***** EXCERPTED RECORDS *****
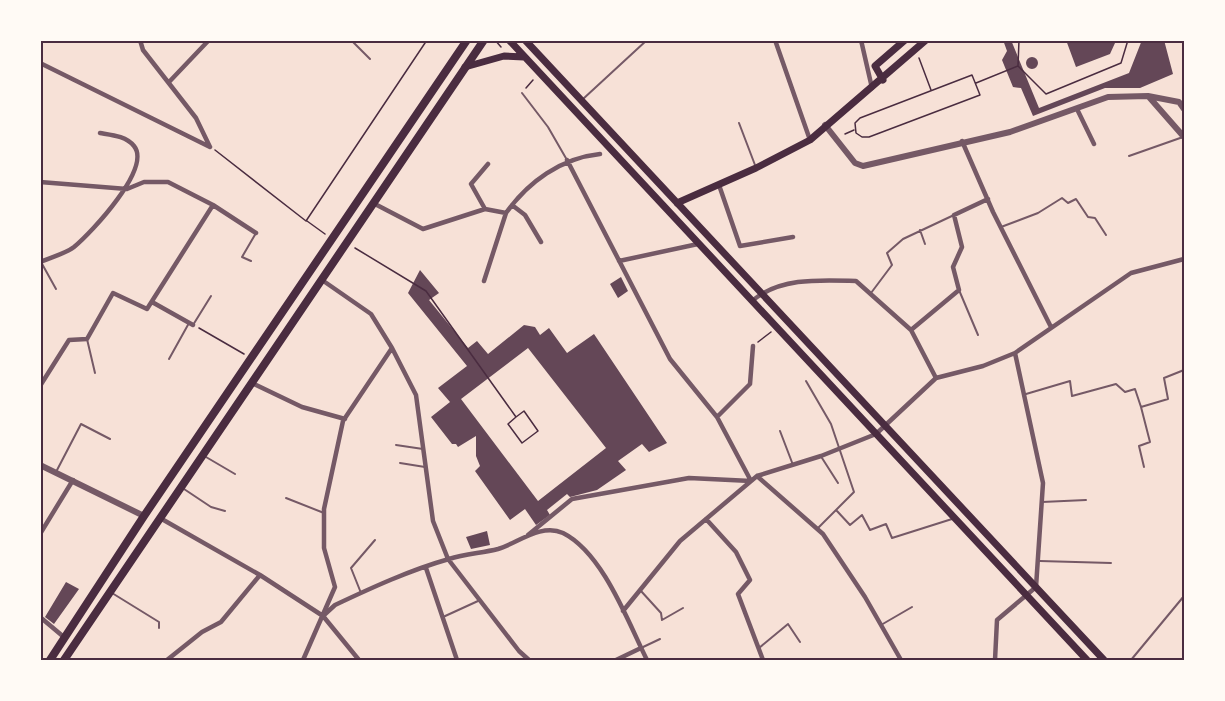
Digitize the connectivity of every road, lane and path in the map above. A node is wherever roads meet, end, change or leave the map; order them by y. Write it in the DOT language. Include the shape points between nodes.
graph roads {
  1 [pos="209,40"];
  2 [pos="351,40"];
  3 [pos="427,40"];
  4 [pos="484,40"];
  5 [pos="495,40"];
  6 [pos="509,40"];
  7 [pos="525,40"];
  8 [pos="530,40"];
  9 [pos="647,40"];
  10 [pos="775,40"];
  11 [pos="861,40"];
  12 [pos="905,40"];
  13 [pos="926,40"];
  14 [pos="1019,40"];
  15 [pos="1128,40"];
  16 [pos="140,41"];
  17 [pos="465,41"];
  18 [pos="501,47"];
  19 [pos="915,50"];
  20 [pos="537,54"];
  21 [pos="524,57"];
  22 [pos="370,58"];
  23 [pos="40,63"];
  24 [pos="1018,66"];
  25 [pos="465,67"];
  26 [pos="539,73"];
  27 [pos="883,80"];
  28 [pos="170,81"];
  29 [pos="975,84"];
  30 [pos="872,88"];
  31 [pos="932,91"];
  32 [pos="522,93"];
  33 [pos="1148,96"];
  34 [pos="581,100"];
  35 [pos="1077,109"];
  36 [pos="1185,109"];
  37 [pos="739,123"];
  38 [pos="825,125"];
  39 [pos="855,130"];
  40 [pos="100,133"];
  41 [pos="1184,137"];
  42 [pos="835,138"];
  43 [pos="810,140"];
  44 [pos="962,141"];
  45 [pos="1094,144"];
  46 [pos="210,147"];
  47 [pos="600,154"];
  48 [pos="1129,156"];
  49 [pos="567,160"];
  50 [pos="488,164"];
  51 [pos="756,168"];
  52 [pos="40,182"];
  53 [pos="719,185"];
  54 [pos="127,189"];
  55 [pos="988,199"];
  56 [pos="373,203"];
  57 [pos="676,203"];
  58 [pos="213,205"];
  59 [pos="512,205"];
  60 [pos="485,209"];
  61 [pos="506,213"];
  62 [pos="954,215"];
  63 [pos="306,221"];
  64 [pos="1001,226"];
  65 [pos="920,230"];
  66 [pos="256,233"];
  67 [pos="1106,235"];
  68 [pos="793,237"];
  69 [pos="333,240"];
  70 [pos="347,242"];
  71 [pos="541,242"];
  72 [pos="698,244"];
  73 [pos="925,244"];
  74 [pos="1185,259"];
  75 [pos="251,261"];
  76 [pos="619,261"];
  77 [pos="40,262"];
  78 [pos="322,280"];
  79 [pos="484,280"];
  80 [pos="56,288"];
  81 [pos="959,290"];
  82 [pos="761,293"];
  83 [pos="871,293"];
  84 [pos="211,296"];
  85 [pos="752,301"];
  86 [pos="152,302"];
  87 [pos="191,324"];
  88 [pos="776,327"];
  89 [pos="1052,327"];
  90 [pos="911,330"];
  91 [pos="978,335"];
  92 [pos="87,339"];
  93 [pos="753,346"];
  94 [pos="392,348"];
  95 [pos="1015,352"];
  96 [pos="169,359"];
  97 [pos="252,359"];
  98 [pos="1185,370"];
  99 [pos="95,373"];
  100 [pos="936,378"];
  101 [pos="806,381"];
  102 [pos="252,383"];
  103 [pos="40,386"];
  104 [pos="1023,394"];
  105 [pos="1141,406"];
  106 [pos="516,417"];
  107 [pos="717,417"];
  108 [pos="345,419"];
  109 [pos="885,426"];
  110 [pos="780,431"];
  111 [pos="876,434"];
  112 [pos="110,439"];
  113 [pos="396,446"];
  114 [pos="840,448"];
  115 [pos="423,449"];
  116 [pos="203,456"];
  117 [pos="821,456"];
  118 [pos="400,463"];
  119 [pos="40,465"];
  120 [pos="793,465"];
  121 [pos="425,467"];
  122 [pos="1144,467"];
  123 [pos="56,472"];
  124 [pos="235,474"];
  125 [pos="757,477"];
  126 [pos="73,480"];
  127 [pos="750,481"];
  128 [pos="838,483"];
  129 [pos="181,488"];
  130 [pos="286,498"];
  131 [pos="1086,500"];
  132 [pos="1042,502"];
  133 [pos="836,510"];
  134 [pos="225,511"];
  135 [pos="324,513"];
  136 [pos="144,516"];
  137 [pos="160,518"];
  138 [pos="955,518"];
  139 [pos="706,519"];
  140 [pos="817,529"];
  141 [pos="40,534"];
  142 [pos="527,536"];
  143 [pos="375,540"];
  144 [pos="448,559"];
  145 [pos="1037,561"];
  146 [pos="1111,563"];
  147 [pos="426,568"];
  148 [pos="260,575"];
  149 [pos="1036,587"];
  150 [pos="641,591"];
  151 [pos="110,592"];
  152 [pos="361,593"];
  153 [pos="1185,596"];
  154 [pos="1028,597"];
  155 [pos="480,600"];
  156 [pos="912,606"];
  157 [pos="683,608"];
  158 [pos="623,611"];
  159 [pos="323,616"];
  160 [pos="40,617"];
  161 [pos="443,617"];
  162 [pos="881,626"];
  163 [pos="159,628"];
  164 [pos="65,638"];
  165 [pos="660,639"];
  166 [pos="800,642"];
  167 [pos="641,648"];
  168 [pos="759,648"];
  169 [pos="50,660"];
  170 [pos="66,660"];
  171 [pos="167,660"];
  172 [pos="303,660"];
  173 [pos="359,660"];
  174 [pos="457,660"];
  175 [pos="529,660"];
  176 [pos="616,660"];
  177 [pos="647,660"];
  178 [pos="764,660"];
  179 [pos="901,660"];
  180 [pos="995,660"];
  181 [pos="1087,660"];
  182 [pos="1104,660"];
  183 [pos="1131,660"];
  1 -- 28 [label="street"];
  2 -- 22 [label="lane"];
  3 -- 63 [label="path"];
  4 -- 25 [label="main road"];
  5 -- 18 [label="path"];
  6 -- 21 [label="main road"];
  7 -- 20 [label="main road"];
  8 -- 20 [label="main road"];
  9 -- 34 [label="lane"];
  10 -- 43 [label="street"];
  11 -- 30 [label="street"];
  12 -- 27 [label="main road" via="875,66"];
  13 -- 19 [label="main road"];
  14 -- 24 [label="path"];
  15 -- 24 [label="path" via="1121,63 1046,94"];
  16 -- 28 [label="street"];
  17 -- 69 [label="main road"];
  19 -- 27 [label="main road"];
  19 -- 31 [label="path"];
  20 -- 34 [label="main road"];
  21 -- 25 [label="main road" via="504,56"];
  21 -- 26 [label="main road"];
  23 -- 46 [label="street"];
  24 -- 29 [label="path"];
  25 -- 56 [label="main road"];
  26 -- 32 [label="path"];
  26 -- 72 [label="main road"];
  27 -- 30 [label="main road"];
  28 -- 46 [label="street" via="196,118"];
  29 -- 31 [label="path" via="972,75"];
  29 -- 39 [label="path" via="980,95 869,137 862,137"];
  30 -- 38 [label="main road"];
  31 -- 39 [label="path" via="860,118"];
  32 -- 49 [label="lane"];
  33 -- 35 [label="street" via="1108,97"];
  33 -- 36 [label="street" via="1179,102"];
  33 -- 41 [label="street"];
  34 -- 57 [label="main road"];
  35 -- 44 [label="street" via="1010,132"];
  35 -- 45 [label="street"];
  37 -- 51 [label="lane"];
  38 -- 42 [label="street"];
  38 -- 43 [label="main road"];
  39 -- 42 [label="path"];
  40 -- 54 [label="street" via="126,139 135,147 139,159"];
  41 -- 48 [label="lane"];
  42 -- 44 [label="street" via="855,163 863,166"];
  43 -- 51 [label="main road"];
  44 -- 55 [label="street"];
  46 -- 63 [label="path"];
  47 -- 49 [label="street"];
  49 -- 59 [label="street" via="534,183"];
  49 -- 76 [label="street"];
  50 -- 60 [label="street" via="471,184"];
  51 -- 53 [label="main road"];
  52 -- 54 [label="street"];
  53 -- 57 [label="main road"];
  53 -- 68 [label="street" via="740,246"];
  54 -- 58 [label="street" via="144,182 168,182"];
  54 -- 77 [label="street" via="73,247"];
  55 -- 62 [label="street"];
  55 -- 64 [label="street"];
  56 -- 60 [label="street" via="423,229"];
  56 -- 70 [label="main road"];
  57 -- 82 [label="main road"];
  58 -- 66 [label="street"];
  58 -- 86 [label="street"];
  59 -- 61 [label="street"];
  59 -- 71 [label="street" via="525,215"];
  60 -- 61 [label="street"];
  61 -- 79 [label="street"];
  62 -- 65 [label="lane"];
  62 -- 81 [label="street" via="962,247 953,267"];
  63 -- 69 [label="path"];
  64 -- 67 [label="lane" via="1038,213 1062,198 1068,203 1076,199"];
  64 -- 89 [label="street"];
  65 -- 73 [label="lane"];
  65 -- 83 [label="lane" via="887,252 892,265"];
  66 -- 75 [label="lane" via="242,257"];
  69 -- 97 [label="main road"];
  70 -- 78 [label="main road"];
  70 -- 106 [label="path" via="426,291"];
  72 -- 76 [label="street"];
  72 -- 85 [label="main road"];
  74 -- 89 [label="street" via="1131,273"];
  76 -- 107 [label="street" via="670,359"];
  77 -- 80 [label="lane"];
  78 -- 94 [label="street" via="371,314"];
  78 -- 102 [label="main road"];
  81 -- 90 [label="street"];
  81 -- 91 [label="lane"];
  82 -- 83 [label="street" via="780,285 818,280 856,281"];
  82 -- 85 [label="street"];
  82 -- 109 [label="main road"];
  83 -- 90 [label="street"];
  84 -- 87 [label="lane"];
  85 -- 88 [label="main road"];
  86 -- 87 [label="street"];
  86 -- 92 [label="street" via="147,309 113,293"];
  87 -- 96 [label="lane"];
  87 -- 97 [label="path"];
  88 -- 93 [label="path"];
  88 -- 111 [label="main road"];
  89 -- 95 [label="street"];
  90 -- 100 [label="street"];
  92 -- 99 [label="lane"];
  92 -- 103 [label="street" via="69,340"];
  93 -- 107 [label="street" via="750,384"];
  94 -- 108 [label="street"];
  94 -- 115 [label="street" via="416,395"];
  95 -- 100 [label="street" via="983,366"];
  95 -- 104 [label="street"];
  97 -- 136 [label="main road"];
  98 -- 105 [label="lane" via="1164,378 1168,399"];
  100 -- 109 [label="street"];
  101 -- 114 [label="lane"];
  102 -- 108 [label="street" via="302,407"];
  102 -- 116 [label="main road"];
  104 -- 105 [label="lane" via="1070,381 1072,396 1116,384 1125,392 1136,389"];
  104 -- 132 [label="street" via="1043,483"];
  105 -- 122 [label="lane" via="1149,442 1139,446"];
  106 -- 106 [label="path" via="524,411 538,431 522,443 508,424"];
  107 -- 127 [label="street"];
  108 -- 135 [label="street"];
  109 -- 111 [label="street"];
  109 -- 149 [label="main road"];
  110 -- 120 [label="lane"];
  111 -- 114 [label="street"];
  111 -- 138 [label="main road"];
  112 -- 123 [label="lane" via="81,424"];
  113 -- 115 [label="lane"];
  114 -- 117 [label="street"];
  114 -- 133 [label="lane" via="854,492"];
  115 -- 121 [label="street"];
  116 -- 124 [label="lane"];
  116 -- 129 [label="main road"];
  117 -- 120 [label="street"];
  117 -- 128 [label="lane"];
  118 -- 121 [label="lane"];
  119 -- 123 [label="street"];
  120 -- 125 [label="street"];
  121 -- 144 [label="street" via="433,521"];
  123 -- 126 [label="street"];
  125 -- 127 [label="street"];
  125 -- 140 [label="street"];
  126 -- 136 [label="street"];
  126 -- 141 [label="street"];
  127 -- 139 [label="street"];
  127 -- 142 [label="street" via="689,478 572,500"];
  129 -- 134 [label="lane"];
  129 -- 137 [label="main road"];
  130 -- 135 [label="lane"];
  131 -- 132 [label="lane"];
  132 -- 145 [label="street"];
  133 -- 138 [label="lane" via="850,525 862,515 870,530 886,524 892,538"];
  133 -- 140 [label="lane"];
  135 -- 159 [label="street" via="324,548 335,587"];
  136 -- 164 [label="main road"];
  137 -- 148 [label="street"];
  137 -- 151 [label="main road"];
  138 -- 154 [label="main road"];
  139 -- 150 [label="street" via="680,541"];
  139 -- 168 [label="street" via="736,552 750,580 738,594"];
  140 -- 162 [label="street"];
  142 -- 144 [label="street" via="501,548"];
  142 -- 158 [label="street" via="549,530 576,541 589,554"];
  143 -- 152 [label="lane" via="351,568"];
  144 -- 147 [label="street"];
  144 -- 155 [label="street"];
  145 -- 146 [label="lane"];
  145 -- 149 [label="street"];
  147 -- 152 [label="street"];
  147 -- 161 [label="street"];
  148 -- 159 [label="street"];
  148 -- 171 [label="street" via="221,622"];
  149 -- 154 [label="street"];
  149 -- 182 [label="main road"];
  150 -- 157 [label="lane" via="661,613 662,620"];
  150 -- 158 [label="street"];
  151 -- 163 [label="lane" via="159,622"];
  151 -- 170 [label="main road"];
  152 -- 159 [label="street" via="335,605"];
  153 -- 183 [label="lane"];
  154 -- 180 [label="street" via="997,620"];
  154 -- 181 [label="main road"];
  155 -- 161 [label="lane"];
  155 -- 175 [label="street"];
  156 -- 162 [label="lane"];
  158 -- 167 [label="street"];
  159 -- 172 [label="street"];
  159 -- 173 [label="street"];
  160 -- 164 [label="street"];
  161 -- 174 [label="street"];
  162 -- 179 [label="street"];
  164 -- 169 [label="main road"];
  165 -- 167 [label="lane"];
  166 -- 168 [label="lane" via="788,624"];
  167 -- 176 [label="street"];
  167 -- 177 [label="street"];
  168 -- 178 [label="street"];
}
*****
• **TASK STATEMENT**
Across the listing above, find all lines where the word "roads" is present and copy them.

• **WRITTEN ANSWER**
Digitize the connectivity of every road, lane and path in the map above. A node is wherever roads meet, end, change or leave the map; order them by y. Write it in the DOT language. Include the shape points between nodes.
graph roads {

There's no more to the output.